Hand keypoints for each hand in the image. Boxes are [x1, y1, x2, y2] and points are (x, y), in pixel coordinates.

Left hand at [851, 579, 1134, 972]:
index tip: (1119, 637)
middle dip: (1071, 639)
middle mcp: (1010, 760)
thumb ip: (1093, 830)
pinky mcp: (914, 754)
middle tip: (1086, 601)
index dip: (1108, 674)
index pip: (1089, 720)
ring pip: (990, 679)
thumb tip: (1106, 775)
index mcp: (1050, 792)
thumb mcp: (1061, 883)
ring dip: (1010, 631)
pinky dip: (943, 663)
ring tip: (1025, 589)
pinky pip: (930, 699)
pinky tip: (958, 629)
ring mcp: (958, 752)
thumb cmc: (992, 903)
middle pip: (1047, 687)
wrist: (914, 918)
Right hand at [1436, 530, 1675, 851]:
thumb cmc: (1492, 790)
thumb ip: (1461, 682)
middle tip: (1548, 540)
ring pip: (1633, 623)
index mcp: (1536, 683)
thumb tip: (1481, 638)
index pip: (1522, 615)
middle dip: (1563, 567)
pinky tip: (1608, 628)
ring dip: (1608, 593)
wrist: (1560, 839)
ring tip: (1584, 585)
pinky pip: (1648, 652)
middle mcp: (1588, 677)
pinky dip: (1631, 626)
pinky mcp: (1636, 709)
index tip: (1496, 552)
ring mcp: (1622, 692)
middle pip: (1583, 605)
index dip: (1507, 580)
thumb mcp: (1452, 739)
━━━━━━━━━━━━━━━━━━━━━━━━━━━━━━
EXERCISE: If a line in the records contains the word "ring", copy it out.

ANSWER SPACE:
ring pip: (990, 679)
ring dip: (1010, 631)
ring tip: (1025, 589)
ring mcp: (958, 752)
ring pip: (1633, 623)
ring dip: (1608, 593)
ring tip: (1584, 585)
ring mcp: (1622, 692)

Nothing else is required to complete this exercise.